# [YOUR OBJECTIVE]
Every line that holds the word "graph" needs to be copied from the data below.

# [INFORMATION SHOWN]
== Segment start ==

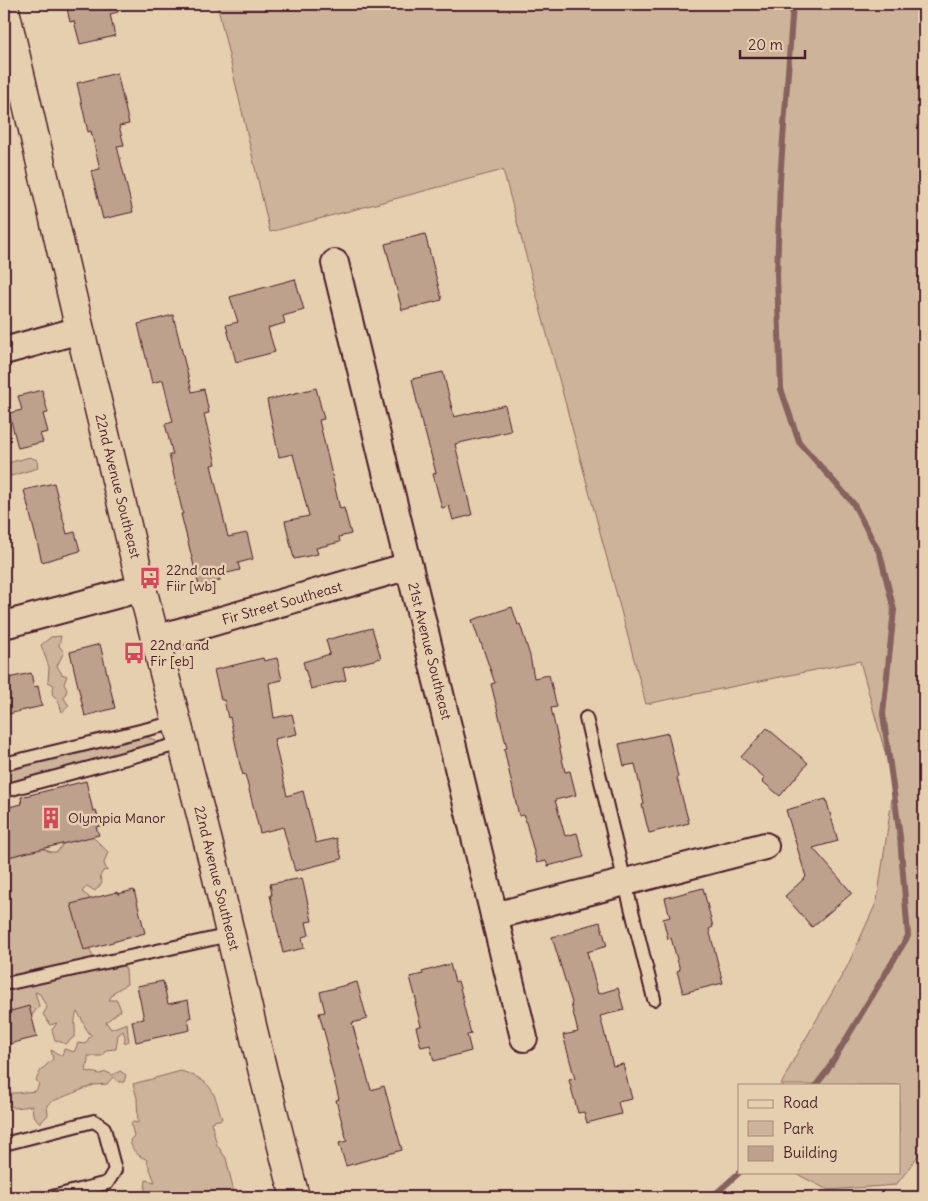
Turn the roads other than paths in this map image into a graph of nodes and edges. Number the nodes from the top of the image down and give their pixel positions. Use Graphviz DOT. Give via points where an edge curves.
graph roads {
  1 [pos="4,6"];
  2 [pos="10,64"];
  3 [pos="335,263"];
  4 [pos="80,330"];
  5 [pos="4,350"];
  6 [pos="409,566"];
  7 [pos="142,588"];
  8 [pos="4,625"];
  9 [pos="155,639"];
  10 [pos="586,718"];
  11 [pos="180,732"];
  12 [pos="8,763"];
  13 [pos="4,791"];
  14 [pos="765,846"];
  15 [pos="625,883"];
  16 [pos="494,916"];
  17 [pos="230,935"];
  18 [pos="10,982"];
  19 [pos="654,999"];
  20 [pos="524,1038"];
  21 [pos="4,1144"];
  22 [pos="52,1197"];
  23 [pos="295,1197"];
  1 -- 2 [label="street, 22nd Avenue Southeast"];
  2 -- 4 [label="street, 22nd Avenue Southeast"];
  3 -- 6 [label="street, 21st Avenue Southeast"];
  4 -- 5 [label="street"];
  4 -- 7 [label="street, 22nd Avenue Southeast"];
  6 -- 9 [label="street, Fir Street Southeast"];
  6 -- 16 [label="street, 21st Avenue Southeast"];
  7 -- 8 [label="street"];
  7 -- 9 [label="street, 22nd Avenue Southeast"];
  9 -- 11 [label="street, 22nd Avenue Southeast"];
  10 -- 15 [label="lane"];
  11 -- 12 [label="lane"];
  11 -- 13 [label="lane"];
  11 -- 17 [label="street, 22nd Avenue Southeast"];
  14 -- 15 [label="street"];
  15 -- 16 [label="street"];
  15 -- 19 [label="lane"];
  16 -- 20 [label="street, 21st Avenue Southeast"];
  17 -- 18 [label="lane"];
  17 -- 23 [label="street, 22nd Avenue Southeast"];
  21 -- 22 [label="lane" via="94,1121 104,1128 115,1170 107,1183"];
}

== Segment end ==

# [SOLUTION TO THIS EXERCISE]
Turn the roads other than paths in this map image into a graph of nodes and edges. Number the nodes from the top of the image down and give their pixel positions. Use Graphviz DOT. Give via points where an edge curves.
graph roads {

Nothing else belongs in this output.